Placement on the board was done on a separate "game pieces" layer locked above the grid. Each snake-and-ladder was pinned to its correct start and end squares using Figma's grid alignment tools.
For the board's snakes, draw one snake path you love, then use "Edit > Copy properties" to keep strokes consistent across all others. Consistency beats variety in a game board layout.
Day 6 — screens, modals, and prototype flow
I built three additional screens: the start/lobby screen, the in-game screen (the main board view), and the win modal. The prototype flow connected them in a linear path so anyone opening the file could press play and walk through the intended user experience from start to finish.
The win modal for the Snakes and Ladders game was the last thing I designed. I kept it joyful: a big player token at the top, a congratulations line, the final square count, and a "play again" button. Simple. Satisfying.
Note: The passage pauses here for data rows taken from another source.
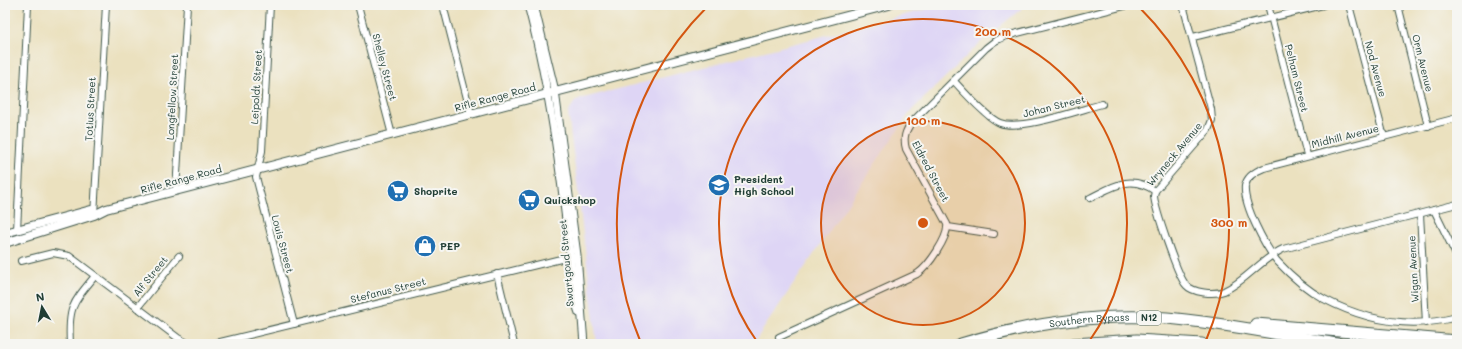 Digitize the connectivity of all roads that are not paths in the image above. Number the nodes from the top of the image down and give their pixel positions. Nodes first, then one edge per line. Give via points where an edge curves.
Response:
1 (28, 5) edge
2 (106, 5) edge
3 (187, 5) edge
4 (270, 5) edge
5 (358, 5) edge
6 (443, 5) edge
7 (528, 5) edge
8 (534, 5) edge
9 (889, 5) edge
10 (1128, 5) edge
11 (1183, 5) edge
12 (1268, 5) edge
13 (1323, 5) edge
14 (1349, 5) edge
15 (1398, 5) edge
16 (1272, 17) junction
17 (1193, 37) junction
18 (954, 82) junction
19 (552, 92) junction
20 (1102, 104) dead end
21 (471, 114) junction
22 (1457, 118) edge
23 (1428, 126) junction
24 (392, 135) junction
25 (1384, 137) junction
26 (1307, 155) junction
27 (257, 170) junction
28 (176, 191) junction
29 (1155, 191) junction
30 (1090, 198) dead end
31 (1457, 204) edge
32 (1434, 210) junction
33 (94, 212) junction
34 (1420, 214) junction
35 (948, 227) junction
36 (17, 230) junction
37 (5, 233) edge
38 (994, 234) dead end
39 (5, 243) edge
40 (1272, 254) junction
41 (179, 256) dead end
42 (573, 256) junction
43 (1457, 257) edge
44 (21, 261) dead end
45 (497, 274) junction
46 (95, 276) junction
47 (137, 308) junction
48 (1457, 317) edge
49 (1426, 323) junction
50 (294, 324) junction
51 (1215, 324) junction
52 (779, 337) dead end
53 (1457, 341) edge
54 (233, 342) edge
55 (70, 344) edge
56 (189, 344) edge
57 (212, 344) edge
58 (514, 344) edge
59 (584, 344) edge
60 (961, 344) edge
61 (1073, 344) edge
62 (1202, 344) edge
63 (1338, 344) edge

1 - 36 street
2 - 33 street, Totius Street
3 - 28 street, Longfellow Street
4 - 27 street, Leipoldt Street via 262,151
5 - 24 street, Shelley Street
6 - 21 street
7 - 19 street
8 - 19 street
9 - 19 main road, Rifle Range Road
10 - 18 street, Eldred Street via 1000,39 986,48
11 - 17 street, Wryneck Avenue
12 - 16 street, Pelham Street
13 - 16 street
14 - 25 street, Nod Avenue
15 - 23 street, Orm Avenue
16 - 17 street
16 - 26 street, Pelham Street
17 - 29 street, Wryneck Avenue via 1211,109 1211,124
18 - 20 street, Johan Street via 994,119 1006,124 1024,124
18 - 35 street, Eldred Street via 912,122 904,138 906,149
19 - 21 main road, Rifle Range Road
19 - 42 street, Swartgoud Street
21 - 24 main road, Rifle Range Road
22 - 23 street, Midhill Avenue
23 - 25 street, Midhill Avenue
24 - 27 main road, Rifle Range Road
25 - 26 street, Midhill Avenue
26 - 40 street, Midhill Avenue via 1255,172 1248,178 1246,196 1254,219
27 - 28 main road, Rifle Range Road
27 - 50 street, Louis Street via 256,179
28 - 33 main road, Rifle Range Road
29 - 30 street via 1135,182 1116,186
29 - 40 street, Wryneck Avenue via 1154,199 1179,273 1188,287 1203,292 1224,291
31 - 32 street, Wryneck Avenue
32 - 34 street, Wryneck Avenue
32 - 43 street
33 - 36 main road, Rifle Range Road
33 - 39 main road, Rifle Range Road
34 - 40 street, Wryneck Avenue
34 - 49 street, Wigan Avenue
35 - 38 street
35 - 52 street via 922,271
36 - 37 main road, Rifle Range Road
40 - 49 street via 1311,291 1339,306 1377,319
41 - 47 street, Alf Street
42 - 45 street, Stefanus Street
42 - 59 street, Swartgoud Street via 581,303
44 - 46 street via 53,253 64,254
45 - 50 street, Stefanus Street
45 - 58 street
46 - 47 street
46 - 55 street via 72,306
47 - 56 street
48 - 49 street
50 - 54 street, Stefanus Street
51 - 53 highway via 1274,325
51 - 60 highway, Southern Bypass / N12 via 1166,318 1095,319 1023,328
51 - 63 highway, Southern Bypass / N12
54 - 57 street, Stefanus Street
61 - 62 highway via 1137,340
Day 7 — export, document, push
The final day was all housekeeping. I renamed every layer properly, grouped components into a dedicated component page, wrote a short README in the Figma file description, and exported a preview image for the GitHub repo thumbnail.
- All layers are named and grouped.
- Component page with all variants documented
- Prototype flow connected end-to-end.
- Preview PNG exported at 2x
- GitHub repo created, README written, link shared
What I'd do differently next time
If I were starting this Snakes and Ladders game UI from scratch today, I'd define my component architecture before touching the board. The board grid is the most visually exciting part, which is exactly why I built it first and exactly why everything else felt like a chore afterward. Start with the boring atomic components (tokens, dice faces, UI buttons) and let the board be the reward at the end.
I'd also use variables from day one. Figma's variable system for colors and spacing would have saved me at least two hours of manual updates across player color states.
The Finish-Up-A-Thon taught me one real lesson: "good enough to be useful" ships. "Perfect" doesn't. A Snakes and Ladders game UI that's in a public GitHub repo helps someone. A perfect one still sitting in your drafts helps nobody.
Conclusion
Finishing the Snakes and Ladders game UI was one of the most satisfying things I've done as a designer, not because it's my best work, but because it exists and it's public. The GitHub Finish-Up-A-Thon gave me the structure to stop planning the finish line and actually cross it. If you have an abandoned Figma project sitting in your drafts right now, I'd genuinely encourage you to give it one focused week. You already did most of the hard work. Go ship the rest.